Didier Deschamps ya puso fecha a su adiós con Francia, después del Mundial de 2026. Desde entonces, cada movimiento a su alrededor despierta lecturas nuevas, algunas más verosímiles de lo previsto.
Londres asoma en el horizonte, no por rutina ni por ruido mediático. Si coinciden su salida tras 2026, una vacante en Londres y un banquillo libre, Chelsea volvería a mirar a un técnico que conoce la ciudad y todavía divide opiniones.
El hueco en Stamford Bridge reabre un vínculo poco habitual
Desde que Didier Deschamps anunció que dejará Francia después del Mundial de 2026, cada banquillo libre activa rumores. El vacío abierto en Chelsea, todavía sin dueño fijo, alimenta una hipótesis poco común : en Londres recuerdan su paso por Stamford Bridge y esa huella no se ha borrado.
Aquel capitán de 1999-2000 dejó su experiencia en Inglaterra, levantó la FA Cup 2000 con Vialli y encaja como opción de espera.
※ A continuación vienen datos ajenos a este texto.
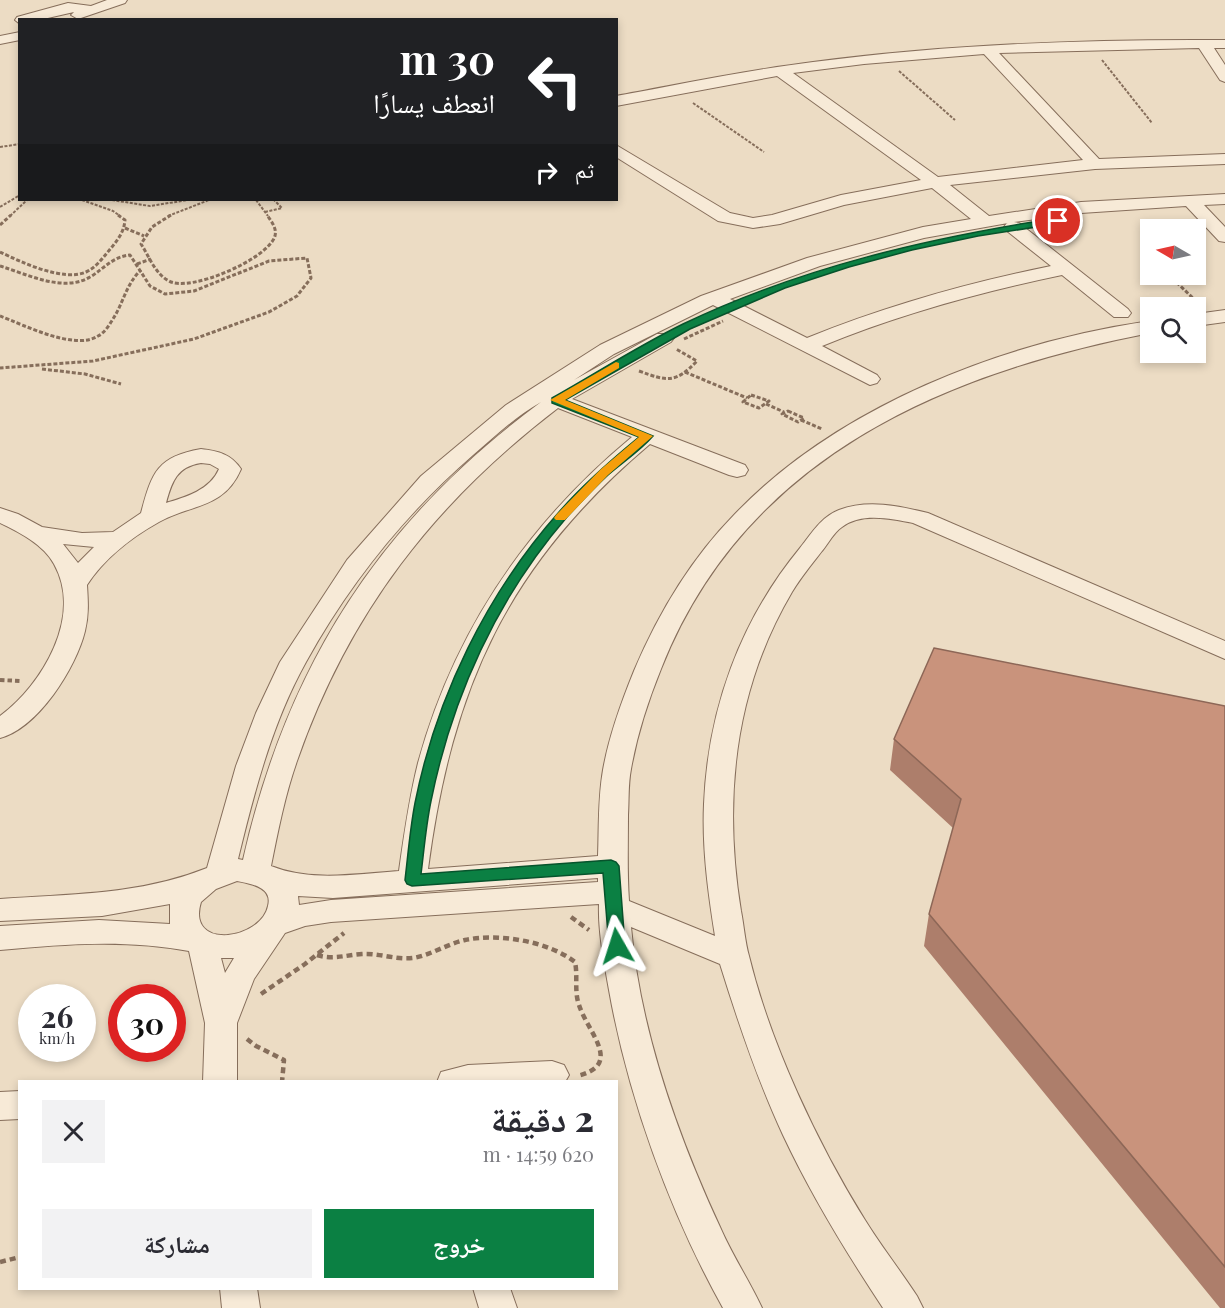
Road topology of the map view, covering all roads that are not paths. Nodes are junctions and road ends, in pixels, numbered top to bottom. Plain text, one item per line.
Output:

Si Chelsea decide seguir con un interino hasta junio, el nombre del francés gana lógica que hace meses parecía remota.
Entre el recuerdo de Londres y un modelo de club que no encaja
El recuerdo londinense seduce, pero el encaje invita a la cautela. Deschamps ha construido su carrera desde el control, la jerarquía y los ciclos largos; justo por eso, el modelo BlueCo genera dudas. La vida reciente del club, marcada por la rotación de técnicos, choca con ese perfil sereno.
También pesa el día a día. Más allá del cartel, la barrera con el inglés no es menor en un vestuario joven y cambiante. Mandar en un vestuario cosmopolita, con códigos diversos y ajustes constantes, exige una cercanía verbal que nunca ha sido su rasgo más visible.